A risk aversion sentiment dominates the global financial markets on Thursday as investors believe that a run of strong economic indicators in the U.S. and EU could smash hopes inflation will rapidly fall to near the Fed and ECB’s 2% target, keeping their hawkish stance for longer.
On Thursday morning, ECB announced that the headline inflation across the bloc came in at 8.5% in February, which is slightly lower than the 8.6% in January 2023, but well below the 9.2% in December, and the record of 10.6% in October 2022.
Analysts polled by the Wall Street Journal were expecting a lower February inflation rate of 8.2%, but the surging food prices offset declines in energy costs.
However, core inflation, which strips out energy and food costs, rose at 5.6% in February vs 5.3% market expectation and from 5.35 in January, a key economic indicator that is keeping the pressure on the European Central Bank to continue raising interest rates in the next months.
The 20-member region has gone through substantial price increases in 2022 after Russia’s invasion of Ukraine pushed up energy and food costs across the bloc. However, the latest data provides further evidence that inflation has started to ease as energy prices have softened from previous levels.

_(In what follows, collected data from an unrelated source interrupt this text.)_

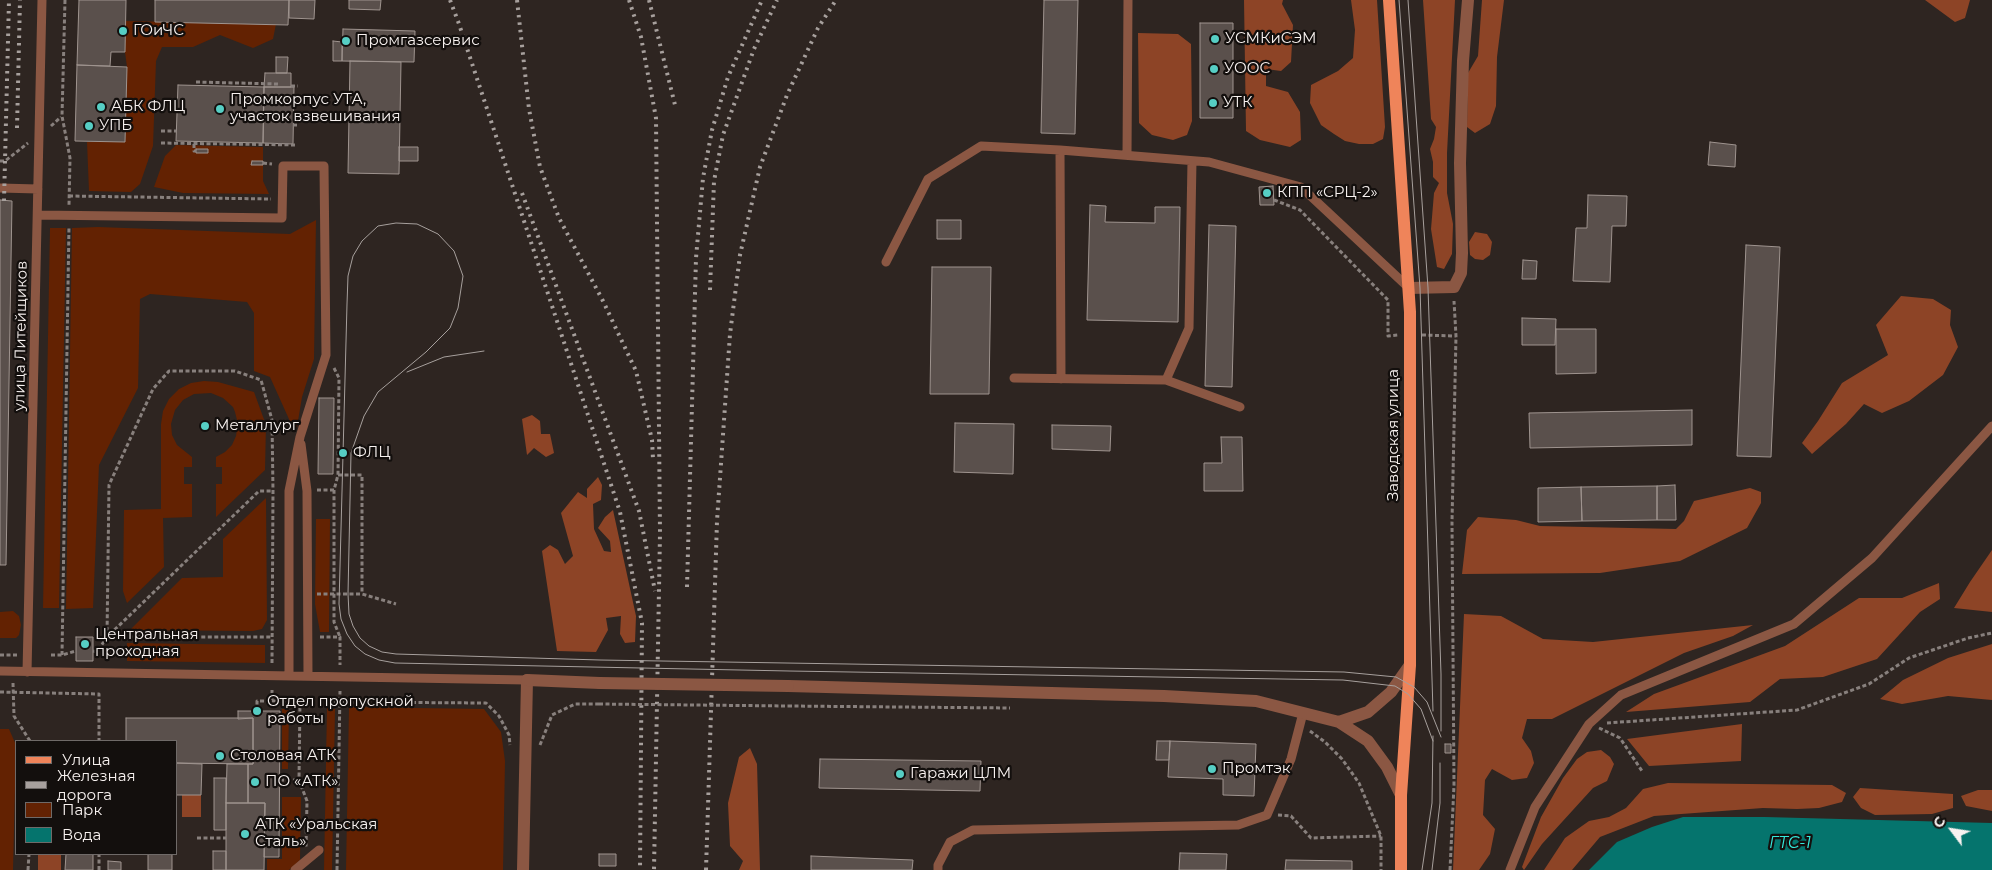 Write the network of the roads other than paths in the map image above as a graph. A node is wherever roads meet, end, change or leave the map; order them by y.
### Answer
1 (42, 0) edge
2 (1128, 0) edge
3 (1389, 0) edge
4 (1468, 0) edge
5 (1060, 150) junction
6 (1127, 156) junction
7 (1192, 161) junction
8 (0, 188) edge
9 (38, 189) junction
10 (38, 215) junction
11 (886, 262) dead end
12 (1409, 288) junction
13 (1014, 378) dead end
14 (1061, 379) junction
15 (1166, 380) junction
16 (1240, 406) dead end
17 (1992, 426) edge
18 (300, 437) junction
19 (1410, 666) junction
20 (0, 671) edge
21 (27, 672) junction
22 (289, 676) junction
23 (308, 676) junction
24 (527, 680) junction
25 (1302, 719) junction
26 (1339, 722) junction
27 (1401, 795) junction
28 (319, 850) dead end
29 (295, 870) edge
30 (523, 870) edge
31 (938, 870) edge
32 (1400, 870) edge
33 (1510, 870) edge

1 - 9 lane, улица Литейщиков
2 - 6 lane
3 - 12 main road, Заводская улица
4 - 12 street
5 - 6 lane
5 - 11 lane
5 - 14 lane
6 - 7 lane
7 - 12 lane
7 - 15 lane
8 - 9 lane
9 - 10 lane, улица Литейщиков
10 - 18 lane
10 - 21 lane, улица Литейщиков
12 - 19 main road, Заводская улица
13 - 14 lane
14 - 15 lane
15 - 16 lane
17 - 33 lane
18 - 22 lane
18 - 23 lane
19 - 26 street
19 - 27 main road, Заводская улица
20 - 21 lane
21 - 22 lane
22 - 23 lane
23 - 24 lane
24 - 25 street, bridge
24 - 30 street
25 - 26 street
25 - 31 lane
26 - 27 street
27 - 32 main road, Заводская улица
28 - 29 lane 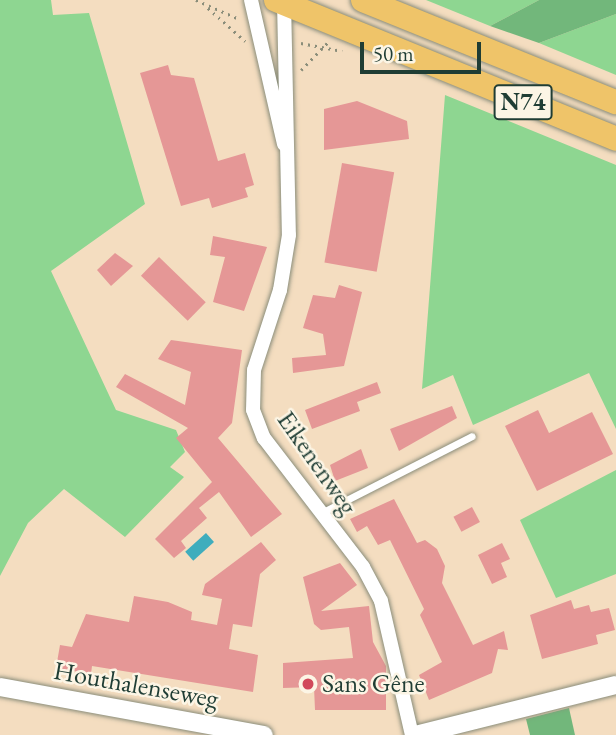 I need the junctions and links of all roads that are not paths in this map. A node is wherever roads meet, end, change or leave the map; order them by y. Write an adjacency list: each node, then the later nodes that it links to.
1 (251, 0): 6 (street, Eikenenweg)
2 (363, 0): 4 (highway, N74)
3 (282, 1): 5 (highway, N74); 6 (street, Eikenenweg)
4 (616, 102)
5 (616, 139)
6 (289, 166): 8 (street, Eikenenweg)
7 (472, 436): 8 (lane)
8 (320, 513): 12 (street, Eikenenweg)
9 (616, 685): 12 (street)
10 (0, 687): 11 (street, Houthalenseweg)
11 (264, 735)
12 (413, 735)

On Wednesday, the Institute for Supply Management’s (ISM) survey showed U.S. manufacturing contracted in February by 47.7% vs 47.4% in January, while the manufacturing prices for raw materials increased last month by 51.3 vs 44.5 in January.

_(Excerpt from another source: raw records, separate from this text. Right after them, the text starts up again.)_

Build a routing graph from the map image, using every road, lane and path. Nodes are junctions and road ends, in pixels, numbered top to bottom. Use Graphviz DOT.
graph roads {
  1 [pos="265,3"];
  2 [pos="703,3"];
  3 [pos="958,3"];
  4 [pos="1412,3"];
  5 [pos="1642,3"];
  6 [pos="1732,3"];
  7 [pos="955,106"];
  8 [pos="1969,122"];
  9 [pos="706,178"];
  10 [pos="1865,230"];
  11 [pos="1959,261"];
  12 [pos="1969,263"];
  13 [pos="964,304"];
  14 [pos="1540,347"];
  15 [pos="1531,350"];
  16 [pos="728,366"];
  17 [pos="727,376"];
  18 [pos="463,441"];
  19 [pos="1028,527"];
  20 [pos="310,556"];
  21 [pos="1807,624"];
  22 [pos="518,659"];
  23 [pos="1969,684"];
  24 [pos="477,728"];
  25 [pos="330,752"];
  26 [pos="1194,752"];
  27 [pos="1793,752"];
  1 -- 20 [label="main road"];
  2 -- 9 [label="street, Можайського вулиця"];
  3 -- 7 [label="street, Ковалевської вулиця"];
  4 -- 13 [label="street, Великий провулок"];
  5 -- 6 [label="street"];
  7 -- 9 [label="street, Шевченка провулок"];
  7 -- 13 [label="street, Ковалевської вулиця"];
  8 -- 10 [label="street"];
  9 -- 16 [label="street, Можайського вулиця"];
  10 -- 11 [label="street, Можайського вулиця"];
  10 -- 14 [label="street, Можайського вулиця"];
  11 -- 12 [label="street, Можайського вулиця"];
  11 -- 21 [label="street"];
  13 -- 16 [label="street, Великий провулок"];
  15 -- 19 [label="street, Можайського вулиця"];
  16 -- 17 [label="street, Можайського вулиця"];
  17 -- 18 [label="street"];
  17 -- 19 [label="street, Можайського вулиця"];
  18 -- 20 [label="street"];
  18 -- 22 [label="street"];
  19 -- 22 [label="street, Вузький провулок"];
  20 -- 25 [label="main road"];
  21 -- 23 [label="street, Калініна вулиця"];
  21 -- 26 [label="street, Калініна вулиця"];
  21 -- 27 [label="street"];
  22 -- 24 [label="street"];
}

Economists worry that those robust macroeconomic indicators could prompt both the Federal Reserve and European Central Bank to keep interest rates elevated for a longer time than anticipated to curb persistent inflation.
The market is also concerned that borrowing costs are set to rise more than previously expected, weighing on future economic growth, as inflation has proved difficult to tame.
In the U.S., the growing worries over higher interest rates for a longer period coupled with the lingering inflation have lifted the 10-year Treasury yields above 4% on Wednesday for the first time since early November 2022.
2-year U.S. Treasury yield, 3-month chart
Yet, the 2-year note yield, which typically moves in step with interest rate expectations, reached levels not seen since 2007, climbing up to 4.937%.
As a result, both the S&P 500 and Nasdaq Composite settled lower by more than 0.40% on Wednesday and are on pace for their second consecutive losing week for the first time since December.